Да, это вообще было самое… Генка говорил, что типа чувствовал. Ну и я чувствовала. Вон, Генку даже подозревала, тогда, на лодке. А тут все, и показания уже на него были, на этого Аскольдова. Сама, главное, своими руками. Вот почему он тогда согласился. И еще такой типа влюбленный, а сам был у них наводчик. Это между кащеевскими, прежнего мэра и нового, разборки шли. Бассейн просто карта в игре. Там других людей убирали, причем тихо. А мы, то есть нас должны были как отвлекающий маневр. Саныча и меня, и чтобы шуму много, телевидения. Меня, Коваленок сказал, в последний момент отменили, разговор пошел, что Кащея вернут. Это когда этот меня в лес завел, я так потом вспоминать стала, а еще эсэмэску получил.

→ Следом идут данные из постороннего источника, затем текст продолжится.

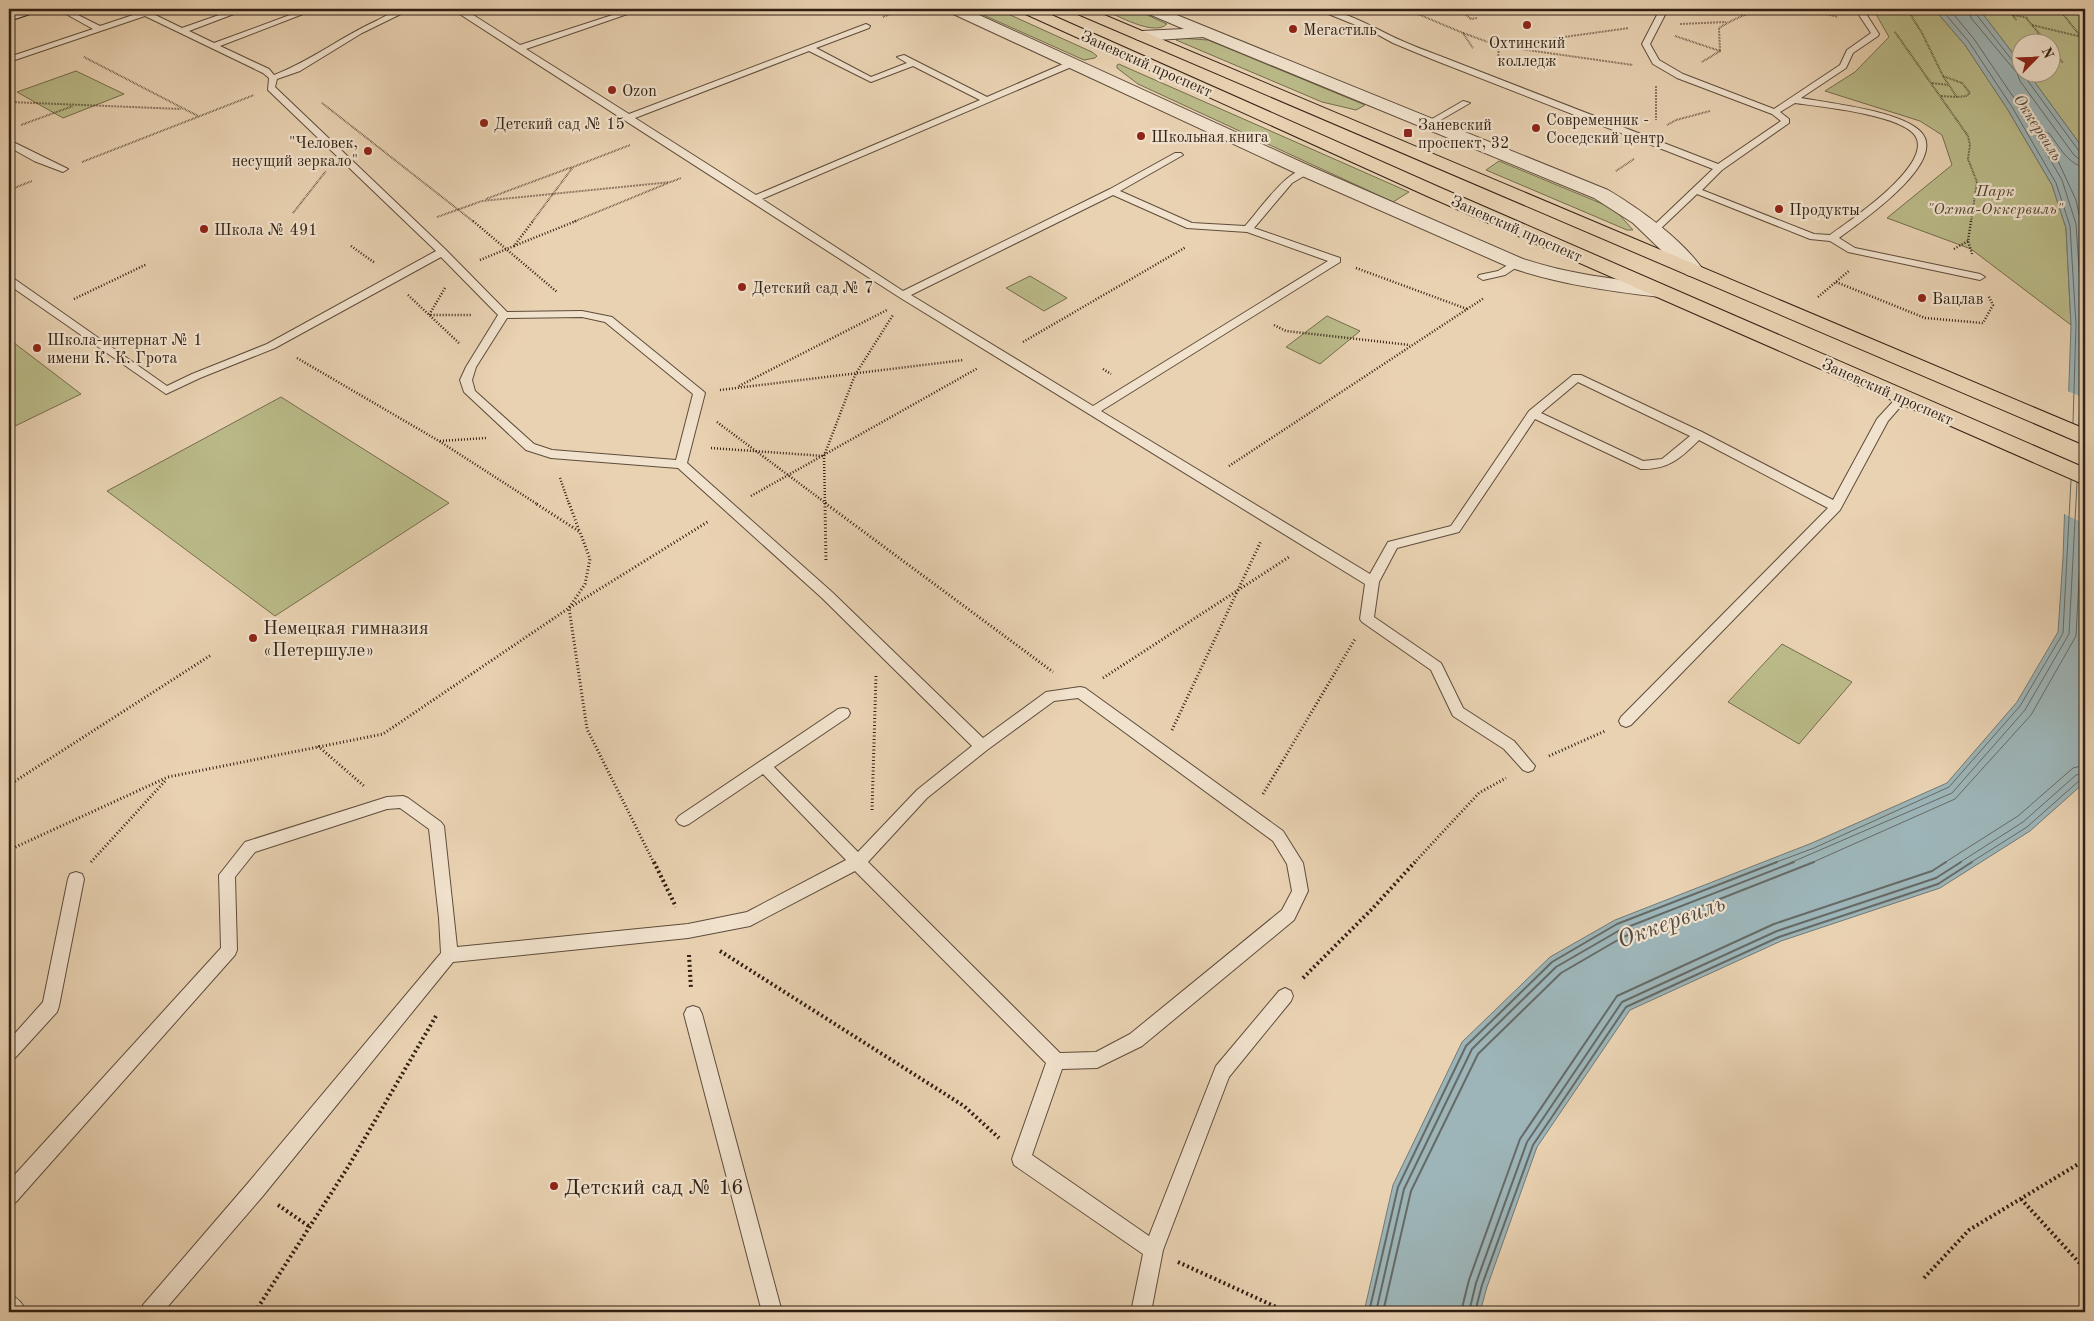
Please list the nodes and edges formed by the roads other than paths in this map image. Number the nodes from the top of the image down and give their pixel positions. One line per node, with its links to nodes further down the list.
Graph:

А должны были тяжеленьким и в озеро, один там показания дал, что план был. Это я сейчас весело рассказываю, а тогда как узнала, все молоко сгорело, я же грудью кормить старалась.

Ну, его и взяли. Прямо после спектакля, я еще не знала, как матери это преподнести. Насочиняла, что его срочно в Москву. Она не поверила, конечно, из церкви теперь не вылезает. Я с ней тоже иногда хожу, к отцу Андрею. Это ее духовник, а мы с ним просто общаемся. Катьку он крестил, фотки покажу потом, прикольные.

Ну что она там, в этой пробке? Уже пятнадцать минут здесь торчу.

Эсэмэска от нее. Нет, от Генки.

МЫ ПОКАКАЛИ!

Отвечаю: УРА!

— Привет, сестренка.

— Господи…

Стоит.

— Ё-моё, чуть заикой… Каким…

Улыбается.

Только этого не хватало. Показалось даже, что настоящий Леник.

— Ну, садись, — отодвигаю меню, — только у меня сейчас встреча.

— А я думал, ты меня ждешь.

— Ага, встречаю. Извини, оркестр не позвала.

А может, вправду Леник? Откуда… Этот.

Генке, что ли эсэмэснуть? Ладно, сама разберусь.

Садится, постарел. Курточка, зуба одного нет.

— Есть будешь?

— Да здесь все пафосное такое. Ты мне лучше на улице купи, покажу где.

— Ты где сейчас?

— А нигде. Знаешь такое место?

— Бывала.

— Ну вот. Выпустили меня.

Просто страшно на Леника стал похож, когда я его тогда последний раз в Москве видела. Кладет ладонь мне на руку.

— Руки убери.

— Лен, ты меня хотя бы выслушай.

— Хорошо, — откидываюсь, спина вся мокрая, — только по существу. Говори. Сколько они тебе заплатили? Что вы собирались со мной сделать? Просто утопить? Или расчленить вначале? Давай.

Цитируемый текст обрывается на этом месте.